A Design for an Early Quantum Network

TL;DR

This paper proposes a design for early quantum networks compatible with existing quantum repeater technologies, focusing on maximizing application support under resource constraints through simulation-based feasibility analysis.

Contribution

It introduces a comprehensive quantum network design with specific identifiers and request processes, and evaluates its performance considering noise and resource limitations.

Findings

Design supports diverse quantum applications effectively.

Simulation shows robustness under noise and imperfect parameters.

Resource allocation strategies improve request success rates.

Abstract

With the rapid advancement of quantum information technology, quantum networks have become essential for supporting diverse applications, which often have stringent demands for key metrics such as fidelity and request completion time. In this work, we propose a design for early-stage quantum networks that is compatible with the three existing quantum repeater technologies. The design aims to maximize the ability of the network to accommodate the diverse needs of quantum applications, even under conditions of limited quantum resources and suboptimal network performance.
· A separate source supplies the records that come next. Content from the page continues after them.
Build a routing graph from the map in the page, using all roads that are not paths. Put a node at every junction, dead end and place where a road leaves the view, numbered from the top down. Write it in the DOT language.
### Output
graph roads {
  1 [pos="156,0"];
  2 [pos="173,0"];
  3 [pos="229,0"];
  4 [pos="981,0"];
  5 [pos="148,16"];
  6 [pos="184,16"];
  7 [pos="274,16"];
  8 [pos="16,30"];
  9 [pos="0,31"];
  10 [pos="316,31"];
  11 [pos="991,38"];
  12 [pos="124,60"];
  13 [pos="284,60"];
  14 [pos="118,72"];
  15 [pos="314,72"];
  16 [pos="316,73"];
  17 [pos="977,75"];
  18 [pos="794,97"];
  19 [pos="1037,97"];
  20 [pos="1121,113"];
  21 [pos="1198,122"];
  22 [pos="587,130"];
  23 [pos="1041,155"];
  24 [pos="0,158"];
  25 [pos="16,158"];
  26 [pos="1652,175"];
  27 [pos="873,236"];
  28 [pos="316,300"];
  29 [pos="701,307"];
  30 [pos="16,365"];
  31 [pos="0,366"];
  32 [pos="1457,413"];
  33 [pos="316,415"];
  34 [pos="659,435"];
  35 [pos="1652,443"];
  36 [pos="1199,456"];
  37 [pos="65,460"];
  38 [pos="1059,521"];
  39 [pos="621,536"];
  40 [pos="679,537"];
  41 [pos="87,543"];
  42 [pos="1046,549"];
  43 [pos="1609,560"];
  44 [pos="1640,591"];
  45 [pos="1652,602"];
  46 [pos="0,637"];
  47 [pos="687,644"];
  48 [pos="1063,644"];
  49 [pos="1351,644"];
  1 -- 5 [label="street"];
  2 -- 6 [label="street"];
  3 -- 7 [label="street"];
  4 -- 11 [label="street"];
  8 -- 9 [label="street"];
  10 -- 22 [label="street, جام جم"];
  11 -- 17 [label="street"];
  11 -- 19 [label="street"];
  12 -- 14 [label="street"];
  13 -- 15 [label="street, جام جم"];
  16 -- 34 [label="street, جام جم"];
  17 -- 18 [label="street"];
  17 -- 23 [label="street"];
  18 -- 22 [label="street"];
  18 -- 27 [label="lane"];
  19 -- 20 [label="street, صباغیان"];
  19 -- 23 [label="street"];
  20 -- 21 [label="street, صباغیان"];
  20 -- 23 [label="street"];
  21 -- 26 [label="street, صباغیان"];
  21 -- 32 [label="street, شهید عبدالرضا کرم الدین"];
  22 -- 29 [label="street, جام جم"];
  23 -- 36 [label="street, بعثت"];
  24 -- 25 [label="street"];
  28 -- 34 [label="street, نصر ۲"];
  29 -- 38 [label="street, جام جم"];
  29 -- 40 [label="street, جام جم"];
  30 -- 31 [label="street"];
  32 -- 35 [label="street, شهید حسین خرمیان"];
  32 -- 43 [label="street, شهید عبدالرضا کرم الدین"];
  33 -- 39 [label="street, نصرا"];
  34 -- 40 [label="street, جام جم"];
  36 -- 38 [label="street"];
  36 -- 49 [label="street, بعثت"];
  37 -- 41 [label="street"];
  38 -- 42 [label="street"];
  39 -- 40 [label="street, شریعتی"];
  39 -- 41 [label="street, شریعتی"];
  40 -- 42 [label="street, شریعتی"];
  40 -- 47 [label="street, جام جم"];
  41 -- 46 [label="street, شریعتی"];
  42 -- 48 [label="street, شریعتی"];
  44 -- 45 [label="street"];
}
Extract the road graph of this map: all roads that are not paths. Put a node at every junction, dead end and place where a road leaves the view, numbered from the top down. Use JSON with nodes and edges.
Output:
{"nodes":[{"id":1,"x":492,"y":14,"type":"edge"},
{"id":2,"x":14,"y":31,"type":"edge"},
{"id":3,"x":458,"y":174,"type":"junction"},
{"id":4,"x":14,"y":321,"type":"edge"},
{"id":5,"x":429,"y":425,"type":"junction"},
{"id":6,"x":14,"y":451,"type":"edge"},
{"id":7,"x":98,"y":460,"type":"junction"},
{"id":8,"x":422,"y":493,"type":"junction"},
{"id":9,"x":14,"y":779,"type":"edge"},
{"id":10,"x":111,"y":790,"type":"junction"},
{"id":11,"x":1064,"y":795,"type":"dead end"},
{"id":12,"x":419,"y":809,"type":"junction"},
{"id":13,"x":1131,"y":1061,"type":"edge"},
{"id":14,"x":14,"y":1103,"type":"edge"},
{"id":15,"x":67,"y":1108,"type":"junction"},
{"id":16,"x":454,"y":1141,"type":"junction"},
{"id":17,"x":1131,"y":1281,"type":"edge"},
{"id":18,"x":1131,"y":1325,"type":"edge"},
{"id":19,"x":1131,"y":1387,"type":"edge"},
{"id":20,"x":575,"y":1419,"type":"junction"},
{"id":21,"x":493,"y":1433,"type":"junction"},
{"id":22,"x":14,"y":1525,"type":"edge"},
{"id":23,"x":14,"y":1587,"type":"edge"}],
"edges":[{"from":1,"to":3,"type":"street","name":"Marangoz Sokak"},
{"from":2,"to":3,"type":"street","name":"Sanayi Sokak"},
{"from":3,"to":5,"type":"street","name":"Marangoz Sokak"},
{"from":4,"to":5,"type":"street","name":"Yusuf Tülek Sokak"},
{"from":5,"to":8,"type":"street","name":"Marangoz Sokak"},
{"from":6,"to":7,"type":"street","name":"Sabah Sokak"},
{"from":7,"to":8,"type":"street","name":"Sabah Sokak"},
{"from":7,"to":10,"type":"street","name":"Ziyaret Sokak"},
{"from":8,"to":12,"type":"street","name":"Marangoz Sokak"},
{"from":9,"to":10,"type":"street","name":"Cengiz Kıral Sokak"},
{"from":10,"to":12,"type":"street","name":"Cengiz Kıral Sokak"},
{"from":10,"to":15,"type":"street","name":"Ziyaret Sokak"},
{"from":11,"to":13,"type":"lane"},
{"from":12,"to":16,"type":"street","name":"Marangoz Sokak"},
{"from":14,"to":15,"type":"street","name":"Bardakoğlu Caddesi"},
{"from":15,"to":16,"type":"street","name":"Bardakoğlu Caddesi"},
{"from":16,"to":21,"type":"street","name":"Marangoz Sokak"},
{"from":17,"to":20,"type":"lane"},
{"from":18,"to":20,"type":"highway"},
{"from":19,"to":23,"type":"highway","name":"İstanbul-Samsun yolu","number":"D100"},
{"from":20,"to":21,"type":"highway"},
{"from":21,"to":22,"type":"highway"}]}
We have also described the required identifiers in the quantum network and the specific process for implementing quantum requests. To assess the feasibility of our design, we conduct simulations based on discrete-event modeling of quantum networks. The simulations consider various types of noise and imperfect parameters that might exist in early-stage networks. We analyze the impact of these parameters on the fidelity of the generated entangled states and the request completion time. Furthermore, we investigated additional decisions that the central controller can make beyond path selection, such as the choice of cutoff time and the allocation of network resources to requests.